• _Records_:

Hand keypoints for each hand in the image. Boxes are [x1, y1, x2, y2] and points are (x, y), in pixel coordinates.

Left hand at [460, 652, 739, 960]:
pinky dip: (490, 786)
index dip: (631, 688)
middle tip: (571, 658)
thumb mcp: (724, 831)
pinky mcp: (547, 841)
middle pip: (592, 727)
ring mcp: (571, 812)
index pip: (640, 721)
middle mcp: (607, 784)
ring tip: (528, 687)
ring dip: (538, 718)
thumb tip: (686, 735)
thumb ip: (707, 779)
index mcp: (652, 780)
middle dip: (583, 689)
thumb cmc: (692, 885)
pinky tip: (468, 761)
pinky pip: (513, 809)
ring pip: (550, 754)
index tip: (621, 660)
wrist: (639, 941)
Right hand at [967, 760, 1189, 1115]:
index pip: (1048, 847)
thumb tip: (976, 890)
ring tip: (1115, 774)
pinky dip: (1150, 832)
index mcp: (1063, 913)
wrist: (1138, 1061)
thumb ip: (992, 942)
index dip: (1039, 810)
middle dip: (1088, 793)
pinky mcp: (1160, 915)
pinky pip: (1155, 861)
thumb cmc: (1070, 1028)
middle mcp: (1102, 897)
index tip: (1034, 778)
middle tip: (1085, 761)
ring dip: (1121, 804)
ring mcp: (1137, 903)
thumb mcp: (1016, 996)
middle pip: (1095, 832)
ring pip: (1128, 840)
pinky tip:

• _Goal of the exercise_: Every record, copied exactly, is the expected answer.

• _The answer_:
Hand keypoints for each hand in the image. Boxes are [x1, y1, x2, y2] and points are (x, y), in pixel coordinates.

Left hand at [460, 652, 739, 960]:
pinky dip: (490, 786)
index dip: (631, 688)
middle tip: (571, 658)
thumb mcp: (724, 831)
pinky mcp: (547, 841)
middle pip: (592, 727)
ring mcp: (571, 812)
index pip: (640, 721)
middle mcp: (607, 784)
ring tip: (528, 687)
ring dip: (538, 718)
thumb tip: (686, 735)
thumb ip: (707, 779)
index mcp: (652, 780)
middle dip: (583, 689)
thumb cmc: (692, 885)
pinky tip: (468, 761)
pinky pip: (513, 809)
ring pip: (550, 754)
index tip: (621, 660)
wrist: (639, 941)
Right hand at [967, 760, 1189, 1115]:
index pip: (1048, 847)
thumb tip: (976, 890)
ring tip: (1115, 774)
pinky dip: (1150, 832)
index mcp: (1063, 913)
wrist: (1138, 1061)
thumb ip: (992, 942)
index dip: (1039, 810)
middle dip: (1088, 793)
pinky mcp: (1160, 915)
pinky pip: (1155, 861)
thumb cmc: (1070, 1028)
middle mcp: (1102, 897)
index tip: (1034, 778)
middle tip: (1085, 761)
ring dip: (1121, 804)
ring mcp: (1137, 903)
thumb mcp: (1016, 996)
middle pip: (1095, 832)
ring pip: (1128, 840)
pinky tip:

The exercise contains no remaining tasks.